- April 5, 2021
- Posted by: administrator
- Category: Ransomware
Personal and financial information stolen from Stanford Medicine, University of Maryland Baltimore (UMB), and the University of California was leaked online by the Clop ransomware group.
The threat actors obtained the documents after hacking the universities’
Accellion File Transfer Appliance (FTA) software used to share and store sensitive information.
Data stolen in the attack targeting Stanford Medicine’s Accellion server includes names, addresses, email addresses, Social Security numbers, and financial information, reported the Stanford Daily.
“We discovered the breach earlier this week when the hackers posted evidence that they had accessed a limited number of files in our system containing some personally identifiable information,” UMB also told DataBreaches.net.
“UC has learned that it, along with other universities, government agencies, and private companies throughout the country, was recently subject to a cybersecurity attack,” a statement issued by the UC Office of the President reads.
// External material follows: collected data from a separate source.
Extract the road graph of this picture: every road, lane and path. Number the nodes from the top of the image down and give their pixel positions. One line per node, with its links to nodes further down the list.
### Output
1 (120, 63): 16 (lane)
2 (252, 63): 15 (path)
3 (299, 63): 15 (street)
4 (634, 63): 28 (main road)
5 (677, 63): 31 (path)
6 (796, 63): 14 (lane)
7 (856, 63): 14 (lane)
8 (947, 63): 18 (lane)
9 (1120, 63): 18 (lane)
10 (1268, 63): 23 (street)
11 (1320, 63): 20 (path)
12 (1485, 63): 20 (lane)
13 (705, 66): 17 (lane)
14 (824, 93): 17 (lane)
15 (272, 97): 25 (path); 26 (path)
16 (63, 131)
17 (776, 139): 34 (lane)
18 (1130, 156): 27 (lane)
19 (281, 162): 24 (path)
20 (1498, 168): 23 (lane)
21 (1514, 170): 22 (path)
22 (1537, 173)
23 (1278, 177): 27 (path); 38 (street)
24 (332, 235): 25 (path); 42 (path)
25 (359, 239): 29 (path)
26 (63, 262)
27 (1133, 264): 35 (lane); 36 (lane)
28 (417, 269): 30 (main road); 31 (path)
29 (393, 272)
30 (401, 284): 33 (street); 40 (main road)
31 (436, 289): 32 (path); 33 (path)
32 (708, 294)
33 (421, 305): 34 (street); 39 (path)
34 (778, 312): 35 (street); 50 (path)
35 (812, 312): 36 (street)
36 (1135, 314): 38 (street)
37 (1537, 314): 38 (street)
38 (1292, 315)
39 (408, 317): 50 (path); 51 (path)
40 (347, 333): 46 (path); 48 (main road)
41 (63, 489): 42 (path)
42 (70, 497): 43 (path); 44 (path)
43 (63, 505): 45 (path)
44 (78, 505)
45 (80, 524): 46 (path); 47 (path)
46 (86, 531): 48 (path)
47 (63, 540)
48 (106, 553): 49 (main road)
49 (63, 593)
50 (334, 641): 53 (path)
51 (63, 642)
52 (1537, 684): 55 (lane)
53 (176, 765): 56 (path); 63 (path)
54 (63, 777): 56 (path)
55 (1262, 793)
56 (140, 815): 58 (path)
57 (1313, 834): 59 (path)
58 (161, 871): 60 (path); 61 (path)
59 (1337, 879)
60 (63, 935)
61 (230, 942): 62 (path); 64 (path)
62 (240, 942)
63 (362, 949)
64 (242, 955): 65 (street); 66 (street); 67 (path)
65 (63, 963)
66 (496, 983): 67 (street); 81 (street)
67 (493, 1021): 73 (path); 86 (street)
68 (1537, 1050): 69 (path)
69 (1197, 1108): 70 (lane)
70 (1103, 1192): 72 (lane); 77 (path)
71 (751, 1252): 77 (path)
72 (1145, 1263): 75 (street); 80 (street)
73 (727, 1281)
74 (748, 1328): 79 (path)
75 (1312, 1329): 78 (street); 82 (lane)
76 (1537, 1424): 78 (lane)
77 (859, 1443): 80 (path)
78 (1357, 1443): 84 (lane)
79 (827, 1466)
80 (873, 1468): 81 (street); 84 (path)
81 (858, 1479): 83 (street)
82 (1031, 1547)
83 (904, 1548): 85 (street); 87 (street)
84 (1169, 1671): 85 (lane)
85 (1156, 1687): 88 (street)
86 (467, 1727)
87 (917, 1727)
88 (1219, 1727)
“The attack involves the use of Accellion, a vendor used by many organizations for secure file transfer, in which an unauthorized individual appears to have copied and transferred UC files by exploiting a vulnerability in Accellion’s file-transfer service.”
Colorado and Miami universities also hit
Since February, the ransomware operation has been leaking files stolen after compromising vulnerable Accellion FTA file-sharing servers.
The ransomware gang started leaking the universities’ data during late March, attempting to coerce them to pay ransoms to have the stolen data deleted and the leaks stopped.
Last month, the Clop ransomware gang leaked other data sets allegedly stolen from the University of Colorado and the University of Miami.
The attackers haven’t gained access to universities’ internal networks, with the incident only impacting their Accellion servers.
While still unclear if Clop is behind these Accellion attacks or they’re collaborating with another group, a joint statement from Mandiant and Accellion shed more light on these attacks also linking them to a second operation, the FIN11 cybercrime group.
Someone reported multiple data breaches affecting companies and organizations after these threat actors successfully compromised their Accellion FTA servers and exfiltrated sensitive information.
Starting with January, we reported attacks on energy giant Shell, cybersecurity firm Qualys, supermarket giant Kroger, the Reserve Bank of New Zealand, Singtel, the Australian Securities and Investments Commission (ASIC), the Office of the Washington State Auditor (“SAO”), as well as multiple universities and other organizations.
Five Eyes members also issued a joint security advisory in February about ongoing attacks and extortion attempts targeting orgs that use vulnerable Accellion File Transfer Appliance (FTA) versions.
In related news, Brown University, a private Ivy League research university, is still working on bringing systems online after it had to disable them following a cyberattack on Tuesday.